Volker Braun: Zu Karl Mickels Gedicht „Trinklied. Nach Goethe“

Mashup von Juliane Duda zu der Beitragsserie „Im Kern“

Im Kern

– Zu Karl Mickels Gedicht „Trinklied. Nach Goethe“ aus Karl Mickel: Schriften 5: Gelehrtenrepublik. –

 

 

 

 

KARL MICKEL

Trinklied. Nach Goethe

Der Alte in seiner Höhle
Ich
Denkt seine Kinder und Enkel, und
Schüttelt das Haupt

Ohne Arbeit die Söhne
Ohne Obdach die Enkel
Wenn ich werde
Nicht mehr sein

Sei gefühllos!

Ein leichtbewegtes
Ach was
Ist ein Elend
Gut auf der wankenden Erde:
Prost – – –

 

Karl Mickels Vermächtnis

Der Alte in seiner Höhle – ein unzugänglicher Mann wohl, Ich – dem sich der Verfasser gleichstellt, zugesellt; Goethe, dem der Text nachfolgt, hat sich dergestalt hausen sehen: „in seiner Dachshöhle“ (berichtet Kanzler v. Müller 1823). Mickels Höhle lag in Friedrichshagen, ein ebenerdiges dunkles Zimmer, tiefe Sessel, aus dem Fenster zeigt er der Tochter: Das sind die Deutschen. Der, er also Denkt seine Kinder und Enkel – deren Mickel mehrere wußte („Streu deinen Samen / Ich streue den meinen“, im geteilten Deutschland muß er fürchten: „wenige Jahre, und / Meine Söhne / Schießen einander“), und / Schüttelt mit Goethe das Haupt. Denn er stimmt in ein Lied ein (kein Trinklied), das die Parzen „grausend sangen, / Als Tantalus vom goldnen Stuhle fiel“ (Iphigenie auf Tauris, Vierter Aufzug, fünfter Auftritt): „Es horcht der Verbannte/ In nächtlichen Höhlen, / Der Alte, die Lieder, / Denkt Kinder und Enkel / Und schüttelt das Haupt“, nein: und / Schüttelt das Haupt. Der Nachnutzer kräftigt den Vers (die gestische Akzentuierung gegen die „Tendenz zum Durchratschen“) und eignet sich ihn grimmig an, denn er sieht die Nachfahren auf den Stühlen der Suppenküche, Arbeitslose, Obdachlose: Wenn ich werde / Nicht mehr sein.

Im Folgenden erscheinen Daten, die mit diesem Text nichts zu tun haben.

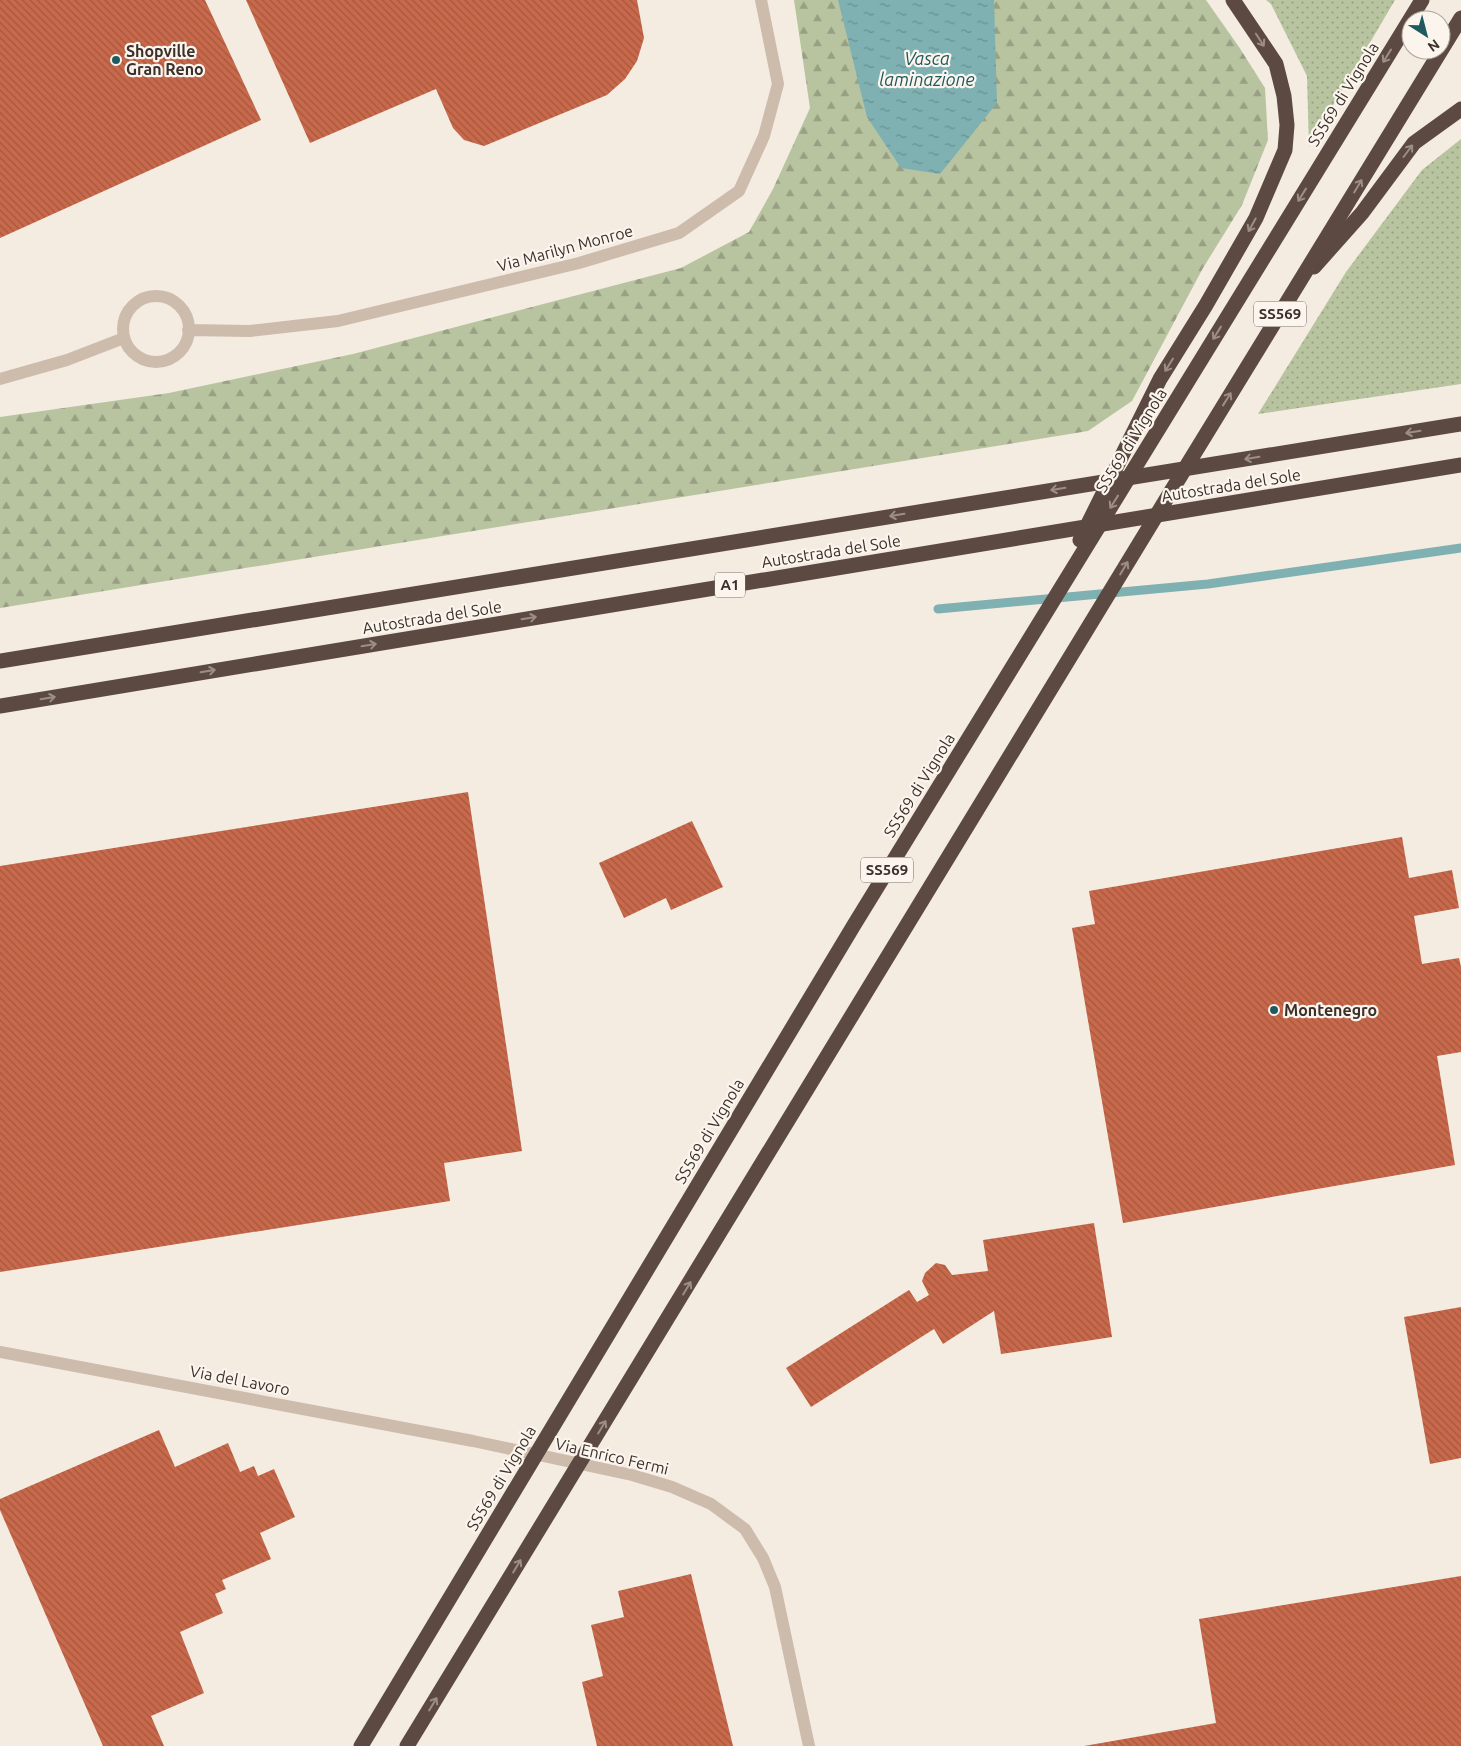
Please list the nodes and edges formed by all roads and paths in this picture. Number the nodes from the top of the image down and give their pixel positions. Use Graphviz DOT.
graph roads {
  1 [pos="760,0"];
  2 [pos="1232,0"];
  3 [pos="1422,0"];
  4 [pos="1461,18"];
  5 [pos="1461,109"];
  6 [pos="1299,283"];
  7 [pos="188,330"];
  8 [pos="124,338"];
  9 [pos="0,379"];
  10 [pos="1461,424"];
  11 [pos="1461,465"];
  12 [pos="1036,628"];
  13 [pos="0,661"];
  14 [pos="0,706"];
  15 [pos="0,1352"];
  16 [pos="473,1441"];
  17 [pos="361,1746"];
  18 [pos="407,1746"];
  19 [pos="809,1746"];
  1 -- 7 [label="street, Via Marilyn Monroe"];
  2 -- 12 [label="highway, one-way, bridge"];
  3 -- 12 [label="highway, SS569 di Vignola / SS569, one-way, bridge"];
  6 -- 4 [label="highway, SS569, one-way, bridge"];
  6 -- 5 [label="highway, one-way, bridge"];
  18 -- 6 [label="highway, SS569, one-way, bridge"];
  7 -- 8 [label="street"];
  7 -- 8 [label="street"];
  8 -- 9 [label="street"];
  10 -- 13 [label="highway, Autostrada del Sole, one-way"];
  14 -- 11 [label="highway, Autostrada del Sole / A1, one-way"];
  12 -- 17 [label="highway, SS569 di Vignola / SS569, bridge"];
  15 -- 16 [label="street, Via del Lavoro"];
  16 -- 19 [label="street, Via Enrico Fermi"];
}
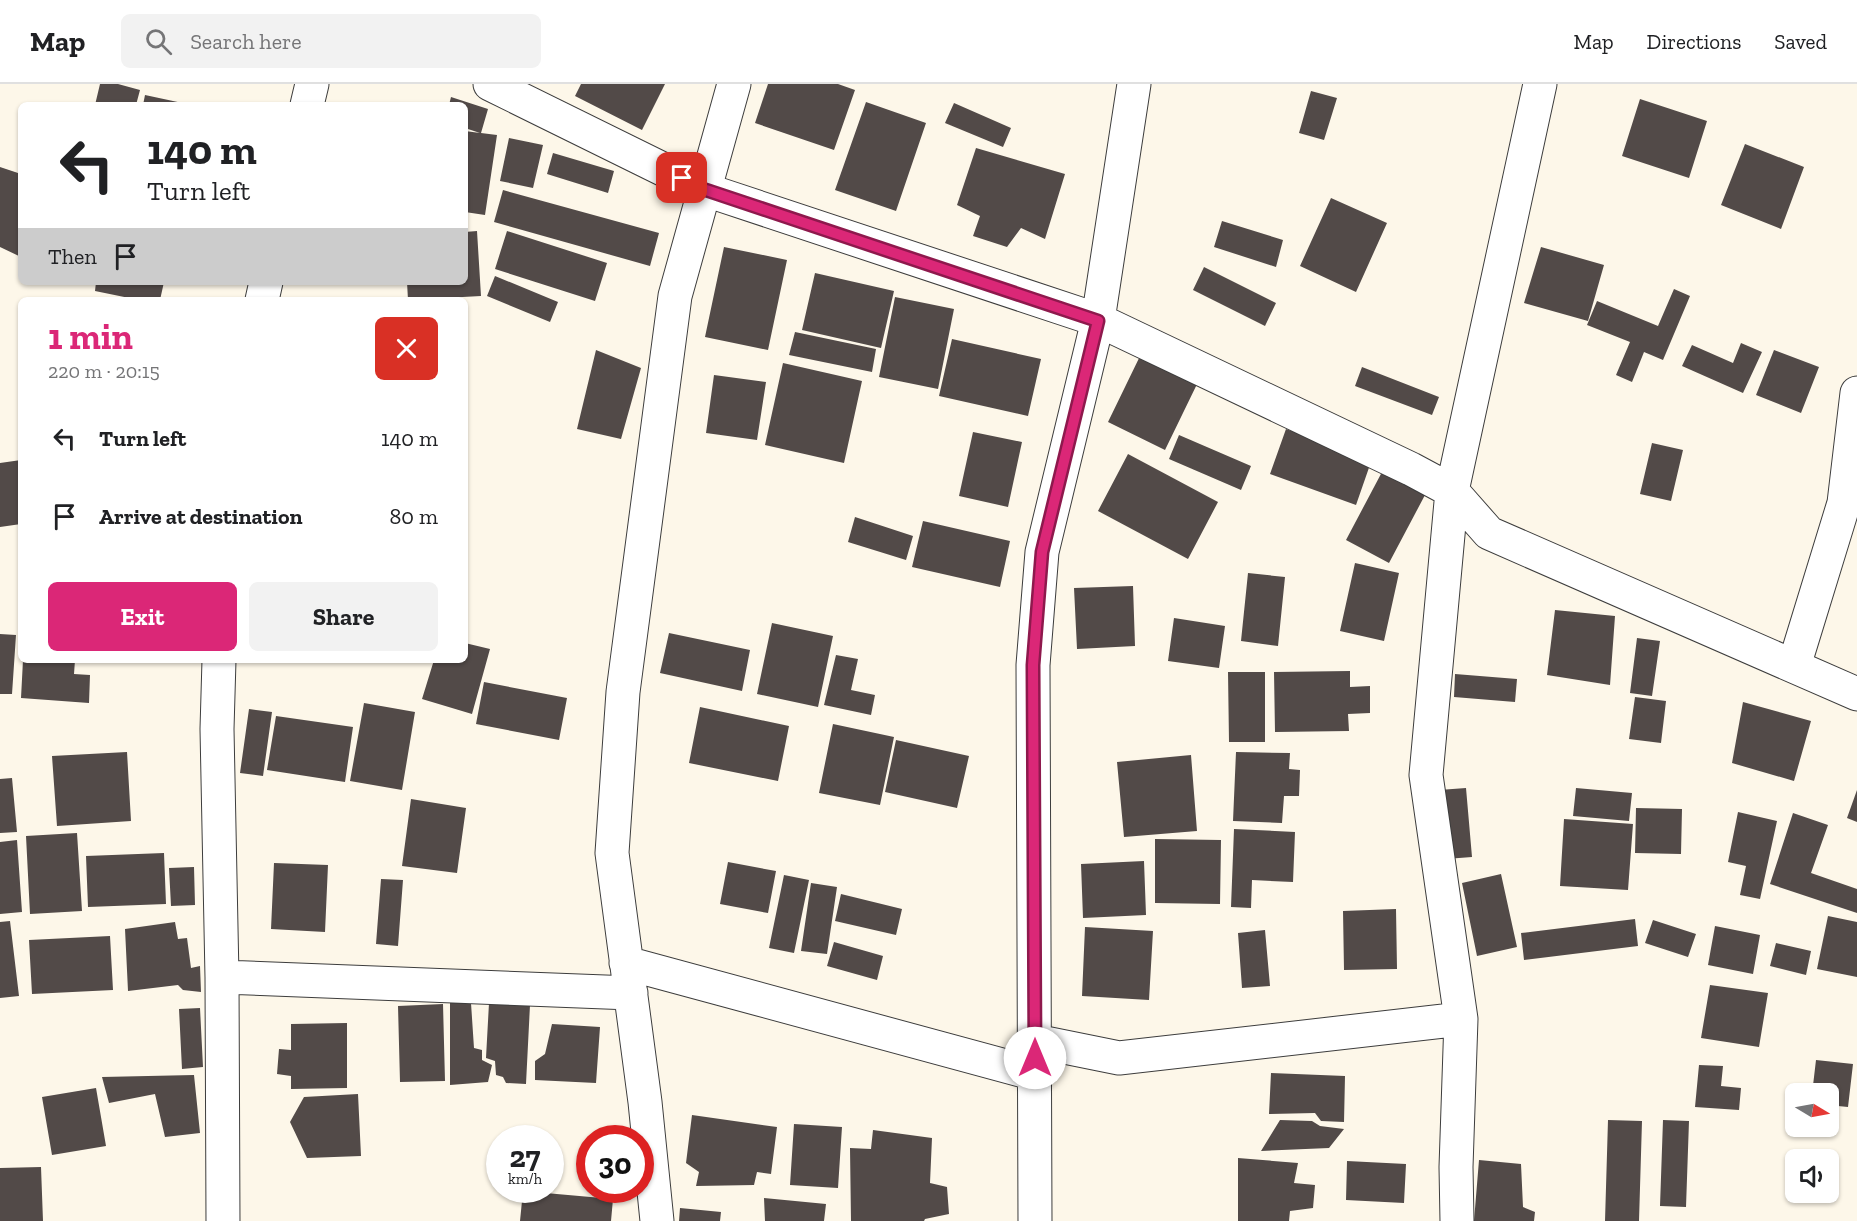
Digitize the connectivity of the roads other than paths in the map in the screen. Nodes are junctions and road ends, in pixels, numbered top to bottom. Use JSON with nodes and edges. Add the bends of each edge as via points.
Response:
{"nodes":[{"id":1,"x":312,"y":84,"type":"edge"},
{"id":2,"x":490,"y":84,"type":"edge"},
{"id":3,"x":734,"y":84,"type":"edge"},
{"id":4,"x":1134,"y":84,"type":"edge"},
{"id":5,"x":1540,"y":84,"type":"edge"},
{"id":6,"x":308,"y":102,"type":"edge"},
{"id":7,"x":703,"y":189,"type":"junction"},
{"id":8,"x":1098,"y":321,"type":"junction"},
{"id":9,"x":1857,"y":393,"type":"edge"},
{"id":10,"x":1452,"y":491,"type":"junction"},
{"id":11,"x":219,"y":663,"type":"edge"},
{"id":12,"x":1794,"y":666,"type":"junction"},
{"id":13,"x":1857,"y":694,"type":"edge"},
{"id":14,"x":222,"y":977,"type":"junction"},
{"id":15,"x":628,"y":978,"type":"junction"},
{"id":16,"x":1461,"y":1019,"type":"junction"},
{"id":17,"x":1035,"y":1041,"type":"junction"},
{"id":18,"x":1035,"y":1074,"type":"junction"},
{"id":19,"x":223,"y":1221,"type":"edge"},
{"id":20,"x":657,"y":1221,"type":"edge"},
{"id":21,"x":1035,"y":1221,"type":"edge"},
{"id":22,"x":1457,"y":1221,"type":"edge"}],
"edges":[{"from":1,"to":6,"type":"street"},
{"from":2,"to":7,"type":"street"},
{"from":3,"to":7,"type":"street"},
{"from":4,"to":8,"type":"street"},
{"from":5,"to":10,"type":"street"},
{"from":7,"to":8,"type":"street"},
{"from":7,"to":15,"type":"street","via":[[675,296],[622,692],[612,853]]},
{"from":8,"to":10,"type":"street"},
{"from":8,"to":17,"type":"street","via":[[1042,552],[1033,665]]},
{"from":9,"to":12,"type":"street","via":[[1844,503]]},
{"from":10,"to":12,"type":"street","via":[[1489,533]]},
{"from":10,"to":16,"type":"street","via":[[1426,775]]},
{"from":11,"to":14,"type":"street"},
{"from":12,"to":13,"type":"street"},
{"from":14,"to":15,"type":"street"},
{"from":14,"to":19,"type":"street"},
{"from":15,"to":18,"type":"street"},
{"from":15,"to":20,"type":"street"},
{"from":16,"to":17,"type":"street","via":[[1119,1058]]},
{"from":16,"to":22,"type":"street"},
{"from":17,"to":18,"type":"street"},
{"from":18,"to":21,"type":"street"}]}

Und ruft nun, wem? sich zu: Sei gefühllos! – der fromme Spruch, gemein, sieht ihm ähnlich („Der Gemeine schätzt Gemeine“ hieß es doppeldeutig in einem „Geselligen Lied“).
So unerträglich ist ihm die Vorstellung der Zukunft, daß er sich keinen anderen Rat weiß. Aber auch der verdankt sich wieder: Goethe, wenn man ihn recht gegenwärtig liest („An meinen Freund Behrisch“, 1767): „Sei gefühllos! / Ein leichtbewegtes Herz / Ist ein elend Gut / Auf der wankenden Erde“, nein: Ein leichtbewegtes / Ach was / Ist ein Elend / Gut auf der wankenden Erde. Das ist ein verzweifelterer Ton, das Herz geht nicht über die Lippen, aber die Metrik souverän von der Hand, der sächsische Arbeitersohn und Professor für Verskunst korrigiert im Jahr 1998 die Vorgabe. Dachte Goethe den Freund gegen die moralischen Anwürfe zu wappnen, so Mickel sich gegen die sozialen Verwerfungen. Das Ach was! ist nun sein Elend; mit dem er gut im Wankenden besteht, sagt er im nüchternsten Unmut; ließe sich sonst trinken? Prost – – –
Was Mickel über die Dichtung Wilhelm Tkaczyks sagte, gilt viel mehr von der seinen: daß sie vom Stamm der Witze sei, welche die Werktätigen seit 2500 Jahren reißen. Ein Gelächter aus dem (dünnen) Bauch, die schamlos kurz und bündige Sprache, verläßliche Bilder, die Wirkung durchaus befreiend. – Dem Althistoriker (bisher leider nur ihm) sei die Literatur unentbehrliche Geschichtsquelle, das heiße, die alte Dichtung enthalte Einsichten, die Gesellschaften stabilisiert und/oder gesprengt haben.
– Ein Trinklied aus einer Höhle? Unzugänglich, zurückgezogen lebte der Dichter insofern, als er nicht rasche Erfolge suchte; hervorgewagt hat er sich durch Gegenstände und Kunstmittel, Aneignung und Weitergabe der belebenden und lastenden Tradition und Zusammenwirken mit Gleichgesinnten. (In der Höhle Der Tisch, entworfen 1973: „Die Balken hätten, von der Freunde Sohlen / Wellen, welche glänzeten, im Schatten“.) Der Zeitschrift „Woprossy literatury“ vermachte er, 1977, über die Möglichkeit des Friedens redend, seinen Grundsatz: „die stetig auf die ganze Kunst (ganz auf die Kunst) gerichtete lebenslängliche Anstrengung“, den Weltzustand und die menschliche Natur näher und näher historisch zu verstehen; der Höhlenbewohner ein „Bürger der Gelehrtenrepublik“.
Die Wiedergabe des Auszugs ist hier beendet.